Professor Robert P. George is the McCormick Professor of Jurisprudence and the director of the James Madison Program in American Ideals and Institutions at Princeton University. He served as chairman of the U.S. Commission on International Religious Freedom and on the U.S. Commission on Civil Rights and the President’s Council on Bioethics. He was also a U.S. member of UNESCO’s World Commission on the Ethics of Scientific Knowledge and Technology and a Judicial Fellow at the U.S. Supreme Court, where he received the Justice Tom C. Clark Award. His essays and reviews have appeared in the Yale Law Journal, the Harvard Law Review, the Columbia Law Review, the Review of Politics and the Review of Metaphysics. His books include Making Men Moral: Civil Liberties and Public Morality and In Defense of Natural Law (both published by Oxford University Press) and The Clash of Orthodoxies and Conscience and Its Enemies (published by ISI Books).

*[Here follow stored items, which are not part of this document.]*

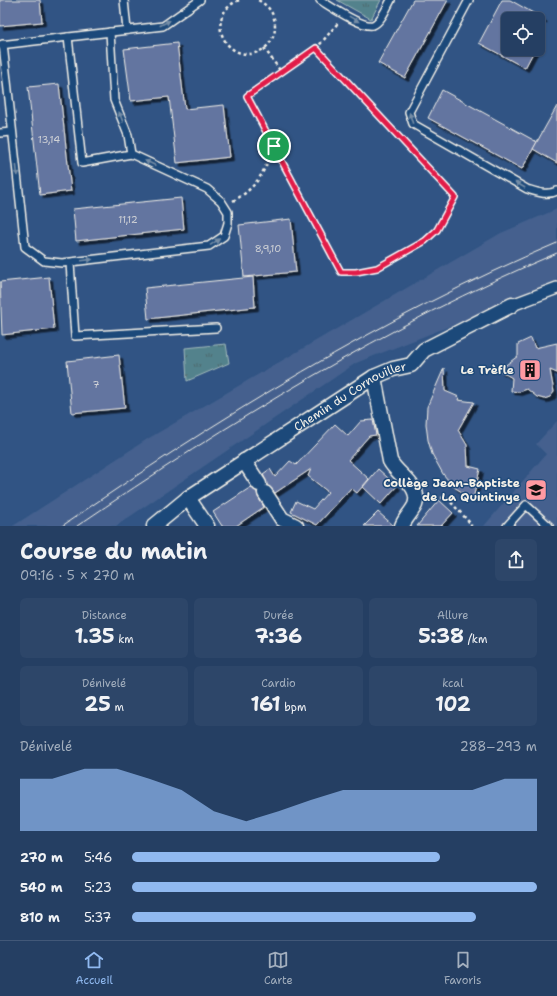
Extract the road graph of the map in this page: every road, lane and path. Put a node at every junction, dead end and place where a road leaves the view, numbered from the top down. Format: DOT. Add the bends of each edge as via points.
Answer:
graph roads {
  1 [pos="124,0"];
  2 [pos="200,0"];
  3 [pos="229,0"];
  4 [pos="239,0"];
  5 [pos="258,0"];
  6 [pos="320,0"];
  7 [pos="391,0"];
  8 [pos="469,0"];
  9 [pos="232,3"];
  10 [pos="346,14"];
  11 [pos="127,30"];
  12 [pos="110,32"];
  13 [pos="68,37"];
  14 [pos="1,44"];
  15 [pos="264,48"];
  16 [pos="316,48"];
  17 [pos="282,73"];
  18 [pos="12,132"];
  19 [pos="0,133"];
  20 [pos="274,146"];
  21 [pos="131,154"];
  22 [pos="557,190"];
  23 [pos="224,206"];
  24 [pos="70,262"];
  25 [pos="557,288"];
  26 [pos="512,305"];
  27 [pos="216,328"];
  28 [pos="374,377"];
  29 [pos="244,461"];
  30 [pos="418,497"];
  31 [pos="188,498"];
  32 [pos="154,526"];
  33 [pos="207,526"];
  34 [pos="296,526"];
  35 [pos="402,526"];
  36 [pos="471,526"];
  37 [pos="507,526"];
  38 [pos="550,526"];
  1 -- 11 [label="lane"];
  11 -- 2 [label="lane, one-way" via="163,26"];
  3 -- 9 [label="path"];
  4 -- 9 [label="path"];
  5 -- 15 [label="path" via="272,12 275,20 273,38"];
  6 -- 10 [label="lane"];
  10 -- 7 [label="lane, one-way" via="364,25 373,25"];
  22 -- 8 [label="lane, one-way" via="552,193 539,193 527,189 413,124 409,112"];
  9 -- 15 [label="path" via="221,18 220,27 226,44 242,54 252,54"];
  10 -- 16 [label="path"];
  11 -- 12 [label="lane"];
  12 -- 13 [label="lane"];
  21 -- 12 [label="lane, one-way" via="128,135 114,100"];
  13 -- 14 [label="lane"];
  13 -- 21 [label="lane" via="82,163"];
  14 -- 18 [label="lane"];
  15 -- 17 [label="path"];
  16 -- 17 [label="path"];
  16 -- 20 [label="path" via="455,197 437,230 425,241 377,268 341,272"];
  17 -- 20 [label="path" via="247,96"];
  18 -- 19 [label="lane"];
  18 -- 24 [label="lane, one-way" via="25,247 44,261"];
  20 -- 23 [label="path" via="259,180 249,191"];
  23 -- 21 [label="lane, one-way" via="207,189"];
  24 -- 23 [label="lane, one-way" via="209,246 224,236 228,223 228,212"];
  24 -- 27 [label="lane" via="75,336"];
  25 -- 26 [label="street, Chemin du Cornouiller"];
  26 -- 28 [label="street, Chemin du Cornouiller" via="424,350 411,365"];
  28 -- 29 [label="street, Chemin du Cornouiller"];
  28 -- 30 [label="street" via="390,461 414,487"];
  29 -- 31 [label="street, Chemin du Cornouiller"];
  29 -- 34 [label="street" via="282,519"];
  30 -- 35 [label="street" via="415,507 405,518"];
  30 -- 36 [label="path" via="447,498 472,524"];
  31 -- 32 [label="street, Chemin du Cornouiller"];
  31 -- 33 [label="street"];
  37 -- 38 [label="lane" via="526,505"];
}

Dr. Cornel West is the Dietrich Bonhoeffer Chair at Union Theological Seminary. He teaches on the works of Dietrich Bonhoeffer, as well as courses in philosophy of religion, African American critical thought and a wide range of subjects - including but by no means limited to, the classics, philosophy, politics, cultural theory, literature and music. West is the former Professor of the Practice of Public Philosophy at Harvard University and Professor Emeritus at Princeton University. He has written 20 books and has edited 13. He is best known for his classics - Race Matters and Democracy Matters - and for his memoir, Brother West: Living and Loving Out Loud. His book Black Prophetic Fire offers an unflinching look at African American leaders of the 19th and 20th centuries as well as their visionary legacies. He has a passion to communicate to a vast variety of publics in order to keep alive the legacy of Martin Luther King, Jr.

 

Registration is required by Monday, January 24.

 

With support from UGA's Presidential Task Force on Race, Ethnicity and Community, the School of Law and School of Public and International Affairs have established the Judge Horace J. Johnson, Jr. Lecture on Race, Law and Policy in honor of the late jurist, who was a trailblazer for the Black community in Georgia. Johnson was a pioneer throughout his life. He was one of five students who helped desegregate Newton County, Georgia, schools in the 1960s. He graduated from the UGA School of Law in 1982. After briefly working in Atlanta, Johnson became the first Black attorney to practice in his home county. In 2002, he became the first Black Superior Court judge to serve in the Alcovy Judicial Circuit when then-Gov. Roy Barnes appointed him to the post. He remained in this role until his death in July 2020.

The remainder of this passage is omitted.